Alternative Education Settings (AES) are unique environments that serve students whose educational and/or social-emotional needs are not being met in traditional schools. Students frequently enter AES with a range of mental health diagnoses, previous traumas, and behavioral/academic challenges. AES also serve many students from systemically marginalized and oppressed backgrounds, who are placed in these settings at higher rates than privileged peers. Considering these patterns, it becomes critical that AES provide effective student support, rather than serve simply to contain students based on disciplinary factors and convenience.

School psychologists, with training in mental health and education, are well-positioned to provide these supports, but little is known about the professional roles and responsibilities of school psychologists within AES. The current study surveyed 422 school psychologists, 56 from AES and 365 from traditional school settings, regarding their frequency of engagement in consultation, intervention, assessment, and social justice activities. T-tests were conducted to examine differences in job functions across settings.

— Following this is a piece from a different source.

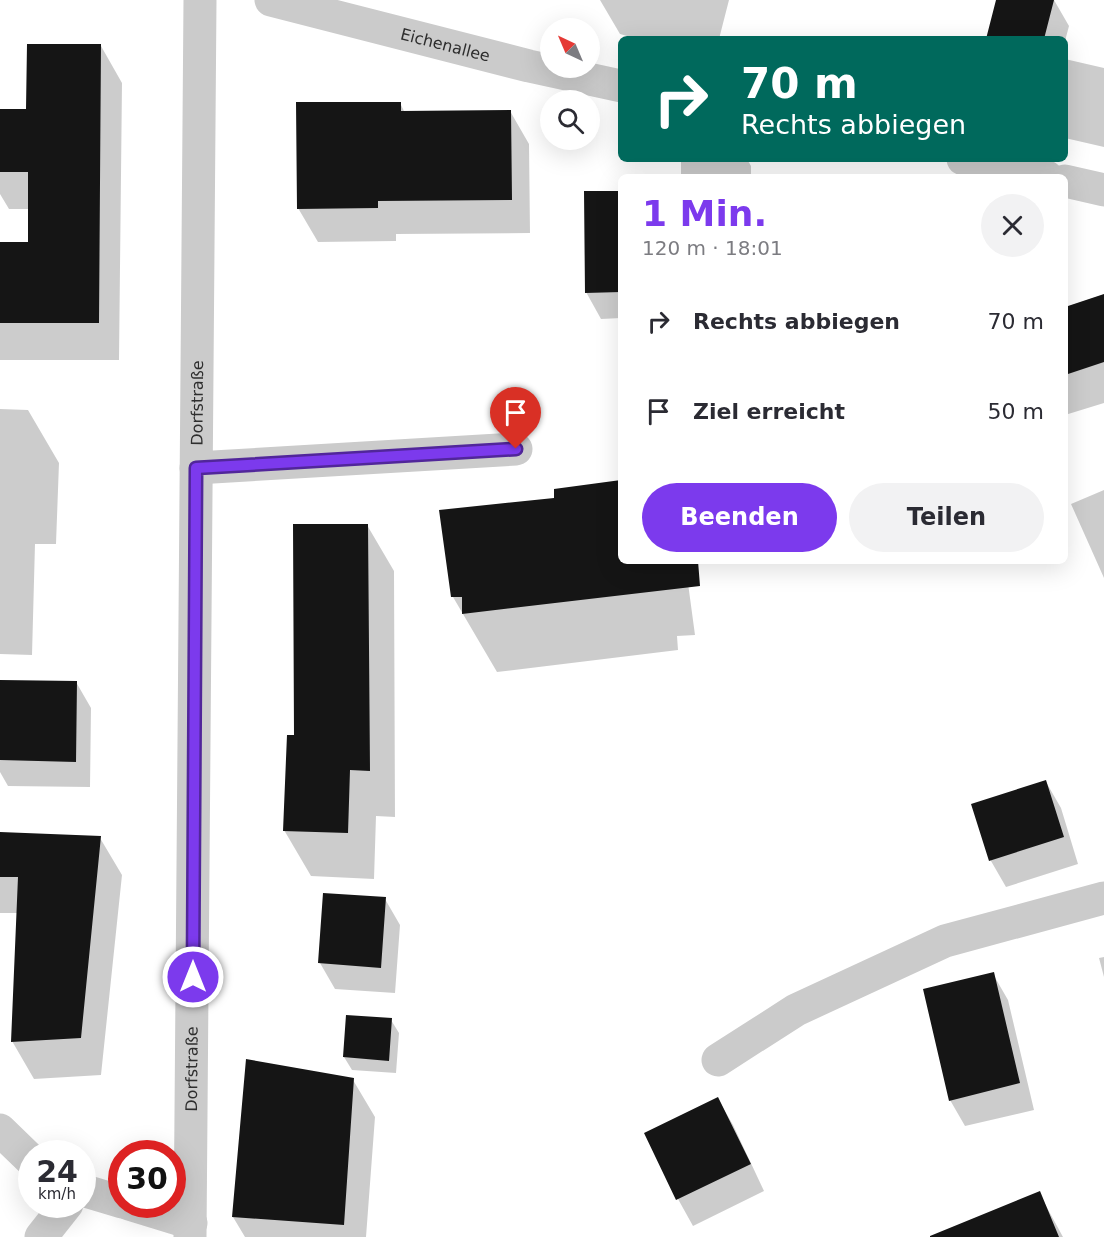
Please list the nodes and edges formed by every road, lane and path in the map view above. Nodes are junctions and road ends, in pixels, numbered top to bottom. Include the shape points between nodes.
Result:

Overall, school psychologists reported engaging in consultation activities more often than any other practice. Direct intervention activities were reported least often overall. Comparisons between AES and traditional settings indicated that school psychologists in AES engaged in assessment activities significantly less often than those in traditional settings. There were no significant differences in how often school psychologists engaged in consultation, direct intervention, or social justice activities across settings. These findings add to the current literature on school psychology and alternative education, of which there is relatively little. Findings indicate that assessment may be relatively less emphasized in alternative education settings, suggesting that those working in AES may wish to seek training that also emphasizes other practice domains or activities (e.g., counseling approaches). Findings also suggest that more emphasis is needed on social justice work across the entire field. Finally, despite differences, many similarities were noted between alternative and traditional settings. Thus, given the comprehensive nature of school psychology graduate training, school psychologists may already be well-equipped to provide services in alternative settings. Additional training opportunities specific to individual work settings, rather than alternative settings broadly, may be more desirable.